Bob Williams, a Social Security Administration (SSA) official, today put a House hearing in a new light simply by testifying.
Williams, the associate commissioner for the SSA’s Office of Employment Support Programs, spoke at a hearing on Social Security Disability Insurance (SSDI) return-to-work programs organized by the Ways and Means Social Security subcommittee.
Williams, who has cerebral palsy and uses an electronic device to communicate, runs the SSA’s Ticket to Work program, the return-to-work program for people who are collecting SSDI benefits.
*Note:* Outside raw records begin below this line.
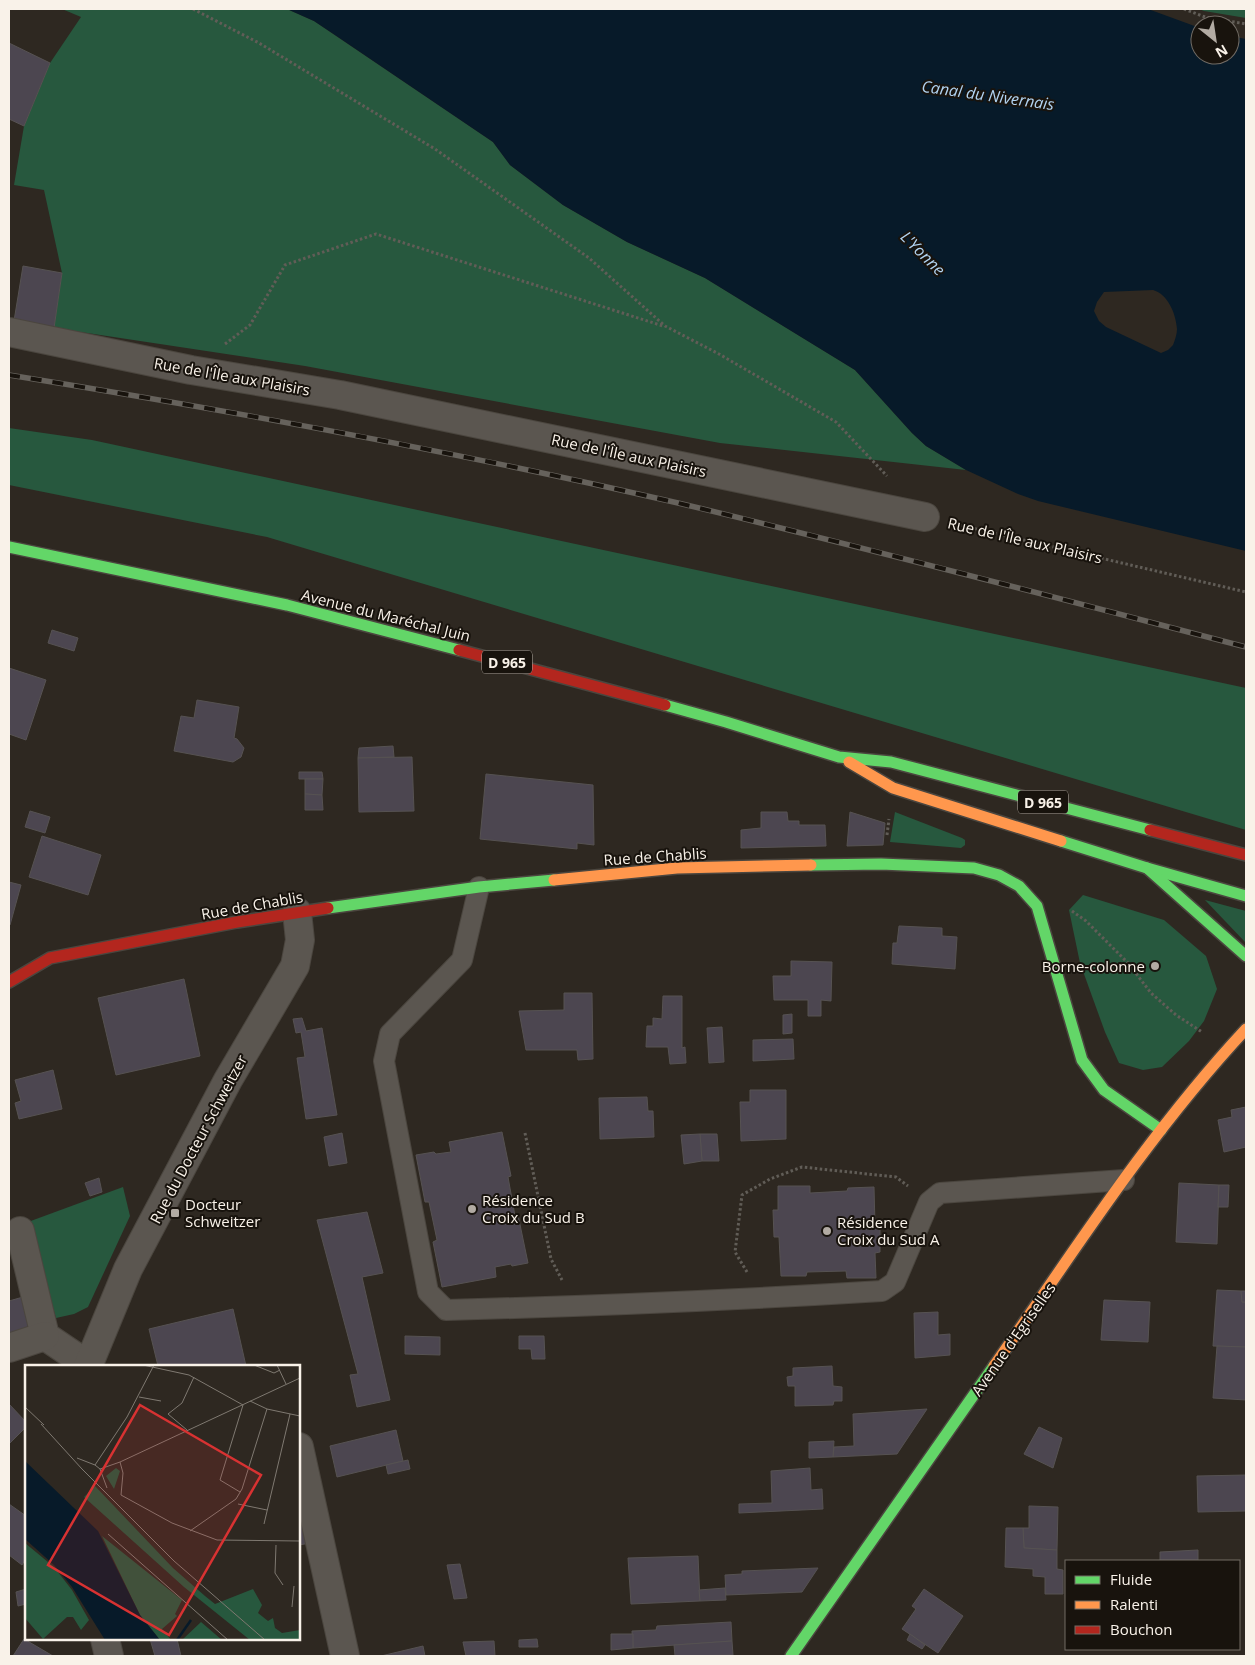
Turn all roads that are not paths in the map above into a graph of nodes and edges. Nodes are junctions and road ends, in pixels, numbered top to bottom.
1 (9, 332) edge
2 (925, 517) road end
3 (9, 547) edge
4 (838, 757) junction
5 (1246, 855) edge
6 (1147, 868) junction
7 (479, 887) junction
8 (1246, 896) edge
9 (297, 912) junction
10 (1246, 956) edge
11 (9, 982) edge
12 (1246, 1029) edge
13 (1161, 1130) junction
14 (1124, 1180) junction
15 (20, 1231) dead end
16 (44, 1336) junction
17 (9, 1348) edge
18 (87, 1365) edge
19 (88, 1365) edge
20 (300, 1452) edge
21 (105, 1640) edge
22 (109, 1656) edge
23 (345, 1656) edge
24 (791, 1656) edge

1 - 2 street, Rue de l'Île aux Plaisirs
3 - 4 street, Avenue du Maréchal Juin / D 965
4 - 5 street, Avenue du Maréchal Juin / D 965
4 - 6 street, Avenue du Maréchal Juin / D 965
6 - 8 street, Avenue du Maréchal Juin / D 965
6 - 10 street
7 - 9 street, Rue de Chablis
7 - 13 street, Rue de Chablis
7 - 14 lane
9 - 11 street, Rue de Chablis
9 - 19 street, Rue du Docteur Schweitzer
12 - 13 street, Avenue d'Egriselles
13 - 14 street, Avenue d'Egriselles
14 - 24 street, Avenue d'Egriselles
15 - 16 street
16 - 17 street
16 - 18 street
20 - 23 street
21 - 22 street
Williams had the rapt attention of both Republicans and Democrats on the panel as he made his remarks.
What Your Peers Are Reading
Williams suggested that policymakers need to think more about helping to create career paths for people with disabilities, not simply jobs.
“There are about 4 million Americans with disabilities who are employed,” Williams said. “Most make less than $20,000 annually. I would suggest that a critical question we all need to grapple with is how do we reward these workers. It is not just about services. It’s about creating opportunities for them to get and keep good jobs and careers that lead to better, self-supporting futures.”
Wiilliams has a bachelor’s degree from George Washington University and has held high-powered policymaking jobs for years, but members of the panel said they were inspired by the effort he himself has made to have a career.
“Well said,” Rep. Mike Kelly, R-Pa., told Williams. “You’re a champion.”